I didn't realize actual_cell had a color property. Might I suggest that we put this sample code in the documentation (it really does explain pretty much everything)?

class MyGrid(npyscreen.GridColTitles):
    # You need to override custom_print_cell to manipulate how
    # a cell is printed. In this example we change the color of the
    # text depending on the string value of cell.
    def custom_print_cell(self, actual_cell, cell_display_value):
        if cell_display_value =='FAIL': 
           actual_cell.color = 'DANGER' 
        elif cell_display_value == 'PASS': 
           actual_cell.color = 'GOOD' 
        else: 
           actual_cell.color = 'DEFAULT' 

def myFunction(*args):
    # making an example Form
    F = npyscreen.Form(name='Example viewer')
    myFW = F.add(npyscreen.TitleText)
    gd = F.add(MyGrid)
    
    # Adding values to the Grid, this code just randomly
    # fills a 2 x 4 grid with random PASS/FAIL strings.
    gd.values = []
    for x in range(2):
        row = []
        for y in range(4):
            if bool(random.getrandbits(1)):
                row.append("PASS")
            else:
                row.append("FAIL")
        gd.values.append(row)
    F.edit()

if __name__ == '__main__':
    npyscreen.wrapper_basic(myFunction)

Using this approach to reach my goal is fine, it works and doesn't require much coding at all.
However, if I was to do this on my own I probably would have opted for a more low level approach by allowing ANSI escape sequences in the values about to get printed to screen.

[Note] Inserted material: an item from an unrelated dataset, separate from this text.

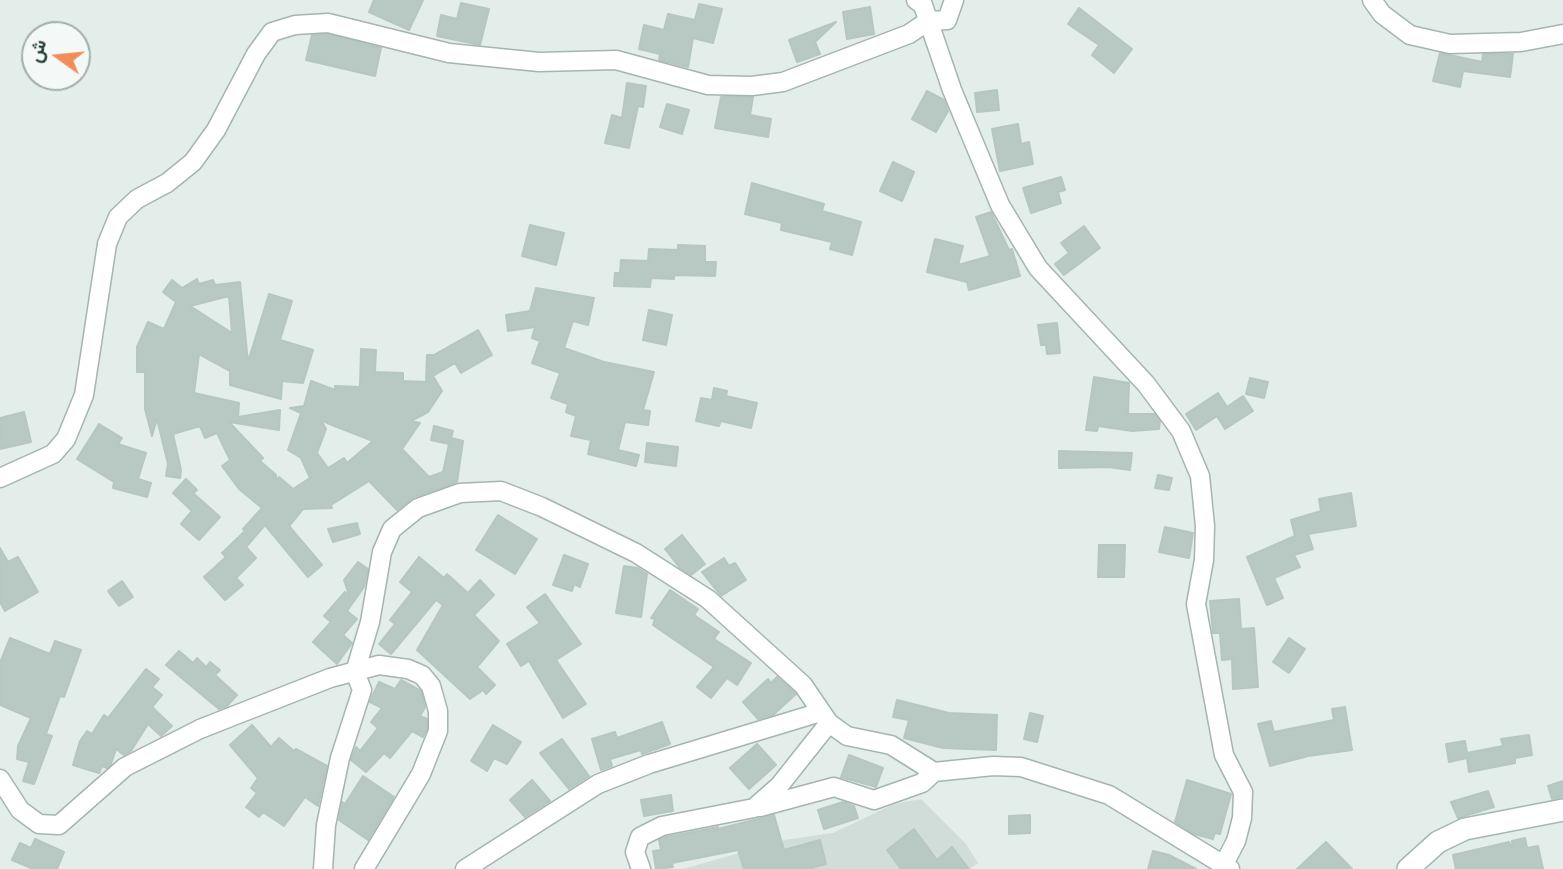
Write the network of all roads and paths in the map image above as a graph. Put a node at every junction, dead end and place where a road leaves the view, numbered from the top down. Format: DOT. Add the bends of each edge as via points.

Now, I haven't gone through much of your code at all so I don't know how tricky that approach would be. I know you have the theme manager and such which makes a lot of sense considering what you designed this library for. I, on the other hand use it to display a neat table of data on a big screen so all things considered, your solution is probably preferable.

Thanks a lot for the help, I really do appreciate it. I looked for a donate button but found none, if you have one or if you have a favorite organization I can donate to instead, please let me know.